[[ EXTRACTED RECORDS, beginning ]]
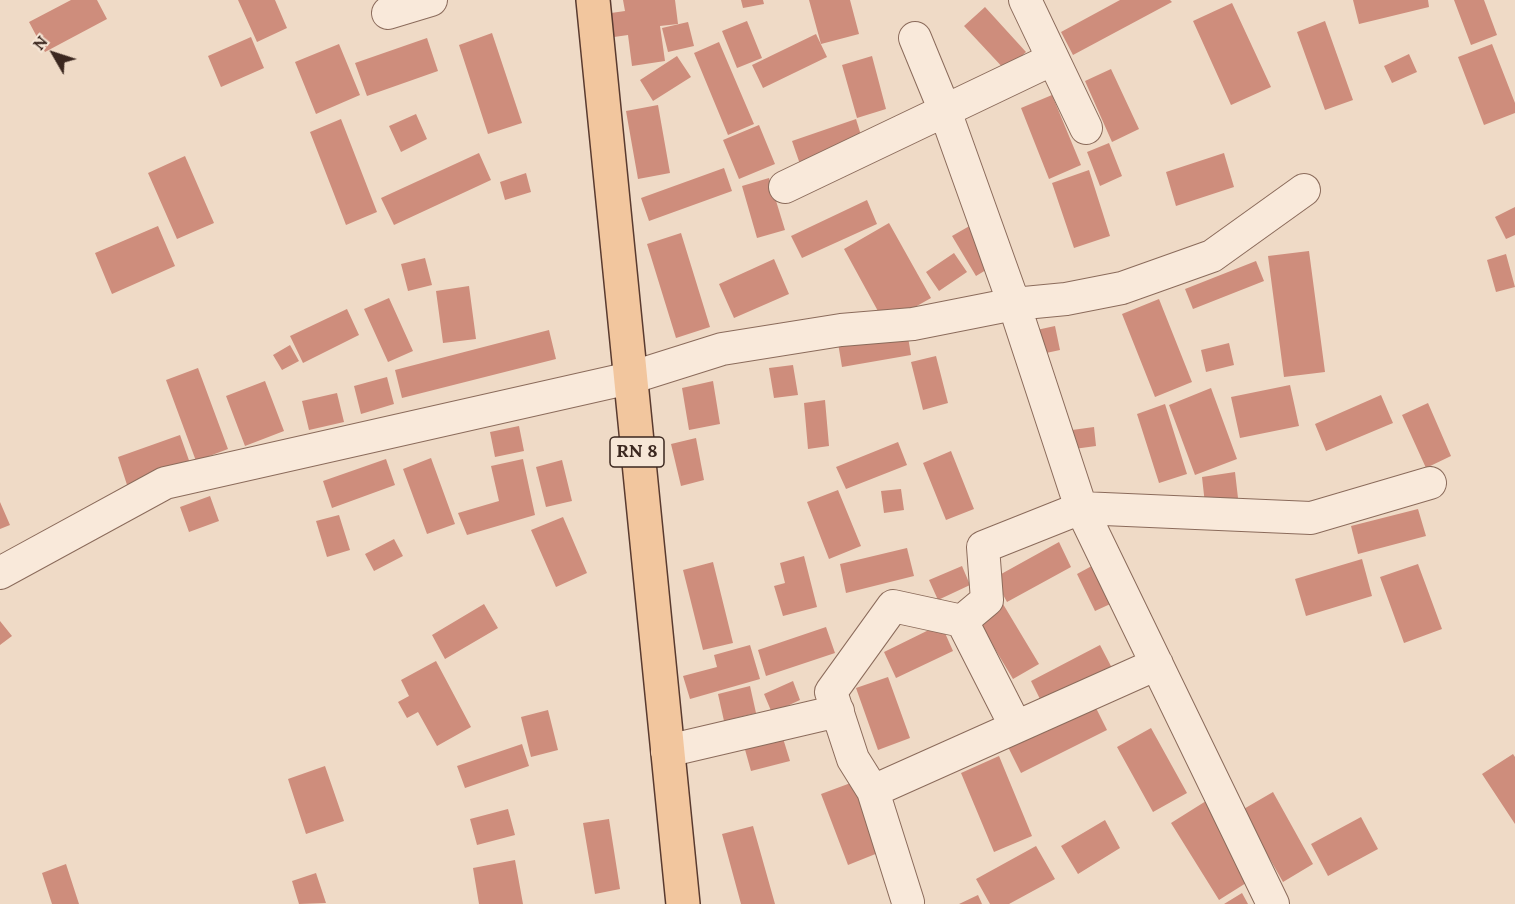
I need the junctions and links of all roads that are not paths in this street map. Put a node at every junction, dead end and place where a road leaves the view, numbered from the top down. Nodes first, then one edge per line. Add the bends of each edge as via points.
1 (431, 0) edge
2 (593, 0) edge
3 (1025, 0) edge
4 (388, 13) dead end
5 (915, 38) dead end
6 (1053, 59) junction
7 (945, 111) junction
8 (1086, 128) dead end
9 (785, 187) dead end
10 (1304, 190) dead end
11 (1014, 304) junction
12 (630, 378) junction
13 (1430, 483) dead end
14 (1081, 508) junction
15 (0, 573) edge
16 (962, 621) junction
17 (1156, 664) junction
18 (838, 711) junction
19 (1016, 727) junction
20 (667, 751) junction
21 (873, 790) junction
22 (908, 902) dead end
23 (683, 904) edge
24 (1273, 904) edge

1 - 4 street
2 - 12 main road, RN 8
3 - 6 street
5 - 7 street
6 - 7 street
6 - 8 street
7 - 9 street
7 - 11 street
10 - 11 street via 1212,256 1122,288
11 - 12 street via 913,324 841,330 722,349
11 - 14 street
12 - 15 street via 165,483
12 - 20 main road, RN 8
13 - 14 street via 1311,518
14 - 16 street via 983,547 987,600
14 - 17 street
16 - 18 street via 893,606 831,692
16 - 19 street
17 - 19 street
17 - 24 street
18 - 20 street
18 - 21 street via 853,759
19 - 21 street
20 - 23 main road, RN 8
21 - 22 street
[[ EXTRACTED RECORDS, end ]]
DIRECTIONS FOR THIS TASK =>
Please output each line above exactly and omit all images.

SOLUTION BELOW =>
I need the junctions and links of all roads that are not paths in this street map. Put a node at every junction, dead end and place where a road leaves the view, numbered from the top down. Nodes first, then one edge per line. Add the bends of each edge as via points.
1 (431, 0) edge
2 (593, 0) edge
3 (1025, 0) edge
4 (388, 13) dead end
5 (915, 38) dead end
6 (1053, 59) junction
7 (945, 111) junction
8 (1086, 128) dead end
9 (785, 187) dead end
10 (1304, 190) dead end
11 (1014, 304) junction
12 (630, 378) junction
13 (1430, 483) dead end
14 (1081, 508) junction
15 (0, 573) edge
16 (962, 621) junction
17 (1156, 664) junction
18 (838, 711) junction
19 (1016, 727) junction
20 (667, 751) junction
21 (873, 790) junction
22 (908, 902) dead end
23 (683, 904) edge
24 (1273, 904) edge

1 - 4 street
2 - 12 main road, RN 8
3 - 6 street
5 - 7 street
6 - 7 street
6 - 8 street
7 - 9 street
7 - 11 street
10 - 11 street via 1212,256 1122,288
11 - 12 street via 913,324 841,330 722,349
11 - 14 street
12 - 15 street via 165,483
12 - 20 main road, RN 8
13 - 14 street via 1311,518
14 - 16 street via 983,547 987,600
14 - 17 street
16 - 18 street via 893,606 831,692
16 - 19 street
17 - 19 street
17 - 24 street
18 - 20 street
18 - 21 street via 853,759
19 - 21 street
20 - 23 main road, RN 8
21 - 22 street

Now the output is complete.